LIVE: Jason Isbell & the 400 Unit @ The Egg, 5/22/15
Review by Greg Haymes
Photographs by Andrzej Pilarczyk
Memorial Day is more than just an extra day off from work or an afternoon to fire up the grill and welcome summer…
Kicking off the big Memorial Day weekend at The Egg’s Hart Theatre, singer-songwriter Jason Isbell honored those who have served in our armed forces with a terrific triptych of tunes early on in his two-hour show. With his solid but unobtrusive four-piece backing band, the 400 Unit, slamming into arena-rock assault mode, Isbell launched into the delicate balance of honor and hostility in “Decoration Day” from his days with the Drive By Truckers, digging in and turning up the heat with a fiery slide guitar solo. “Tour of Duty” showcased the country twang aspect of the band, while “Dress Blues” was a personal and anguished remembrance of a young soldier and father-to-be, who didn’t live to see his 22nd birthday. “There’s red, white and blue in the rafters/And there’s silent old men from the Corps/What did they say when they shipped you away/To fight somebody’s Hollywood war?”
Perhaps Isbell plays those songs every night when he’s out on tour, but they echoed and ached with a deeper resonance on this night.
He rightfully built the bulk of his show around the superb songs from his 2012 breakthrough album, Southeastern, which won him Album of the Year, Song of the Year and Artist of the Year honors at the prestigious Americana Music Awards, stretching out on the encores from the intimate “Elephant” – accompanied only by keyboardist Derry duBorja – to the raucous rock ‘n’ roll romp of “Super 8.” Led by guitarist Sadler Vaden over the firm foundation of bassist Jimbo Hart and drummer Chad Gamble, the band beefed up the sound, offering considerably more muscular support than is heard on the album. At times – especially during Drive By Truckers’ “Never Gonna Change’ – they sounded more than a bit like Tom Petty’s Heartbreakers.
In addition, Isbell offered a sneak peak at his upcoming album, “Something More Than Free,” playing “24 Frames” and “Speed Trap Town,” as well as the title track, all proving that Southeastern was no fluke.
Craig Finn – best known as the frontman for the rollicking band, the Hold Steady – offered a completely different aspect of his talents with a solid solo set of mostly new, character-driven narrative songs – notably his closing “Dennis and Billy” and the 9/11 remembrance “Newmyer’s Roof” – that were as much short stories set to music as they were pop songs.
Excerpt from Michael Hochanadel’s review at The Daily Gazette: “This was no ‘Sweet Home Alabama’ to some sentimentalized southland.
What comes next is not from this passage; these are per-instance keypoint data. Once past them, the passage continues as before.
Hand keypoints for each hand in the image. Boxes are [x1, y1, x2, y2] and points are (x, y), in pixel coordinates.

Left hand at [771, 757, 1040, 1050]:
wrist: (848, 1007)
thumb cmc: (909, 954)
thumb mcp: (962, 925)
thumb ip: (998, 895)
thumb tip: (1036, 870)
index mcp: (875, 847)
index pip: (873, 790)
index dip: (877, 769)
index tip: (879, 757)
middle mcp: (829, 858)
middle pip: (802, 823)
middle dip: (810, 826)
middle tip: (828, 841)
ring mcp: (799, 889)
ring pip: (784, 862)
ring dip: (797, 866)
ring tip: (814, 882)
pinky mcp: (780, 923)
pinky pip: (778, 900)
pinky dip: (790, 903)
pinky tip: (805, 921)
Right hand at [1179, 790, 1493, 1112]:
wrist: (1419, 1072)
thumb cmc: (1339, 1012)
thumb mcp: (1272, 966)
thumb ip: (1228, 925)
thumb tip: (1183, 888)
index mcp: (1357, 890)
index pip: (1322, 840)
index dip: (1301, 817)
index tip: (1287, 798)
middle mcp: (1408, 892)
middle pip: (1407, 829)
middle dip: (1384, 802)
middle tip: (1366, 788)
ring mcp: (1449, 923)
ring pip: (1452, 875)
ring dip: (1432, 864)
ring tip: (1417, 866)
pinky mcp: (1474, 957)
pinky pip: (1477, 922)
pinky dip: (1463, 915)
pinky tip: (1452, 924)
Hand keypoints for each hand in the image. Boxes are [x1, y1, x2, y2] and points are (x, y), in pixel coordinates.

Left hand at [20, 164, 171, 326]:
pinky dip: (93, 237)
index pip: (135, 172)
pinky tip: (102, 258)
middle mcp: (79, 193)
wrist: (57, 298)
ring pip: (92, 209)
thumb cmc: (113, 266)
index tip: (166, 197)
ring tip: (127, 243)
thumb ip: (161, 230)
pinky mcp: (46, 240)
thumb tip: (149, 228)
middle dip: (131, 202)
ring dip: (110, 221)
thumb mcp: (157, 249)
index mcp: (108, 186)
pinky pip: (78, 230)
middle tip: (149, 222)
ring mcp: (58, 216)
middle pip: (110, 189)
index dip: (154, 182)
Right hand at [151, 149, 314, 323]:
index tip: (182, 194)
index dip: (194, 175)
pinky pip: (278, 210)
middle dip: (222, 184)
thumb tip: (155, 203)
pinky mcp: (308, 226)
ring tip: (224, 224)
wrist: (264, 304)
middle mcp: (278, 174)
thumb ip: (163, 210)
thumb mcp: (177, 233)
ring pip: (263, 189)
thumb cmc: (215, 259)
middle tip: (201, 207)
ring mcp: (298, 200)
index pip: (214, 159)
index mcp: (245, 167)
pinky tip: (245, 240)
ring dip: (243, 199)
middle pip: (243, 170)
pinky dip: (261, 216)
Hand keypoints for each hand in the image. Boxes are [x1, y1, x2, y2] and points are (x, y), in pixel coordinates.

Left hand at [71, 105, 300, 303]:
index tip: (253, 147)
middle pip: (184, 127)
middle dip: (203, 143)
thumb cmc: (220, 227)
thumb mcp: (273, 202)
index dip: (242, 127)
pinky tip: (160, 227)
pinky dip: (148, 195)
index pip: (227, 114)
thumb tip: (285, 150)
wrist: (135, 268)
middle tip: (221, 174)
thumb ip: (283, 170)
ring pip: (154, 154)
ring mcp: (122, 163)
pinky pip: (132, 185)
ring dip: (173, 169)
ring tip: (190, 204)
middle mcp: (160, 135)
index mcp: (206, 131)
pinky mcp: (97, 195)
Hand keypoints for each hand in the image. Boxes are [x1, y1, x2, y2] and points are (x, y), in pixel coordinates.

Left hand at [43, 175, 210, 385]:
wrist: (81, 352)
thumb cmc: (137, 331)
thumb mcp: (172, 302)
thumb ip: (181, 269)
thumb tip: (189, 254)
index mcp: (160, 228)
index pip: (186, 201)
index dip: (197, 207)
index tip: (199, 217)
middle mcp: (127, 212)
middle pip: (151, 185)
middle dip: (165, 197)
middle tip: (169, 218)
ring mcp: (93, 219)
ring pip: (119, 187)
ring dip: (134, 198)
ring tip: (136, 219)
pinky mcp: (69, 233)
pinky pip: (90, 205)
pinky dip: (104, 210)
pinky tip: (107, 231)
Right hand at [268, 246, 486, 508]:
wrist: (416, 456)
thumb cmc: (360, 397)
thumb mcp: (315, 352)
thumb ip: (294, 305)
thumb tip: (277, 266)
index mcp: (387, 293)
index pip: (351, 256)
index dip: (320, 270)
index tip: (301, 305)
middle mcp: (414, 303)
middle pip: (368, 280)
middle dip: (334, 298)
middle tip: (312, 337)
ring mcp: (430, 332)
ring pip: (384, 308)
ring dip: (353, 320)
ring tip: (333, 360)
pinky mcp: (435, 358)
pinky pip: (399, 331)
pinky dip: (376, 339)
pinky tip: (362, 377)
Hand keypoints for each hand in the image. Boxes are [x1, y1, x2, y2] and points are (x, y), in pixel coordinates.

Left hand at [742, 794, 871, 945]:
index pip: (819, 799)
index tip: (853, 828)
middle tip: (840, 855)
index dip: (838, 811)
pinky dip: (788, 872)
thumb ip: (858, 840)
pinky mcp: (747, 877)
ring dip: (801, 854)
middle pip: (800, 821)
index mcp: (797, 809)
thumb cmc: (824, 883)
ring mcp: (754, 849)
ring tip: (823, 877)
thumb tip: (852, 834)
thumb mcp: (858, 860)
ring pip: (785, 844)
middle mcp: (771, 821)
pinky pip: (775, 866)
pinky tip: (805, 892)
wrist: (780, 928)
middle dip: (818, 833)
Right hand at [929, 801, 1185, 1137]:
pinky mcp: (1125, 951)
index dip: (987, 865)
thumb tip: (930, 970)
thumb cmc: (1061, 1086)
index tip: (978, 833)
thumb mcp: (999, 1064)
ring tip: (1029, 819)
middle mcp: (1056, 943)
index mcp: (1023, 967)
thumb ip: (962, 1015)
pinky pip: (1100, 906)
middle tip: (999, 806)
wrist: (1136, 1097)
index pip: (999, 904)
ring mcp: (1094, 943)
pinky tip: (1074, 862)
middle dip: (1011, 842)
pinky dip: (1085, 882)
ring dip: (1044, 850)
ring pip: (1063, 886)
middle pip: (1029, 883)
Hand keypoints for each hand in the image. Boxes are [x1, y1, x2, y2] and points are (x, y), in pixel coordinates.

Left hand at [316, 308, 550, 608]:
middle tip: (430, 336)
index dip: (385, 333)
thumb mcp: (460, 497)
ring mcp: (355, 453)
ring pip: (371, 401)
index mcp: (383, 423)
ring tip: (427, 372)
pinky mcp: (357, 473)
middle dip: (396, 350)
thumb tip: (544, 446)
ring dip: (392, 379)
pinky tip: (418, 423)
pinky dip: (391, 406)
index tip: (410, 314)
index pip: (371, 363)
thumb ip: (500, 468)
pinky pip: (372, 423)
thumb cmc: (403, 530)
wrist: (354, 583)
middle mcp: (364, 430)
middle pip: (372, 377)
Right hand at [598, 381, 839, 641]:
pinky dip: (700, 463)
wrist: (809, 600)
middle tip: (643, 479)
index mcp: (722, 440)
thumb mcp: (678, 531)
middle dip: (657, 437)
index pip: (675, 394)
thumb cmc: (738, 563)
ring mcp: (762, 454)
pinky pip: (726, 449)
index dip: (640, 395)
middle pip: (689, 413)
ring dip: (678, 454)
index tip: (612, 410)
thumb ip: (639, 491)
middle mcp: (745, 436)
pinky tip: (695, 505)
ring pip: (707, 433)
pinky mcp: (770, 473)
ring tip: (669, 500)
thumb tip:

On Friday at The Egg, Alabama-born ex-Drive-By Trucker Jason Isbell instead made hard-edged, clear-eyed music about rusting, half-abandoned rural America – bypassed by the interstates, by progress and by recovery – where frayed finances fracture families into shards of drugs and violence. Collecting those shards into a mirror, he sang an image of desperation; and it was beautiful. Fronting his muscular country-rocking 400 Unit Isbell sang in a drawl, with the same clarity as his writing. He used small, telling details – ‘Seagrams in a coffee cup,’ ‘another drunk daddy with a white man’s point of view’ – to conjure whole rooms, double-wides, fading towns. Dismayingly, however, some seemed to misunderstand on Friday; hooting as if to praise racism (‘Different Days’), even serial murder (‘Live Oak’) – because the polished surface of the music was so compelling.”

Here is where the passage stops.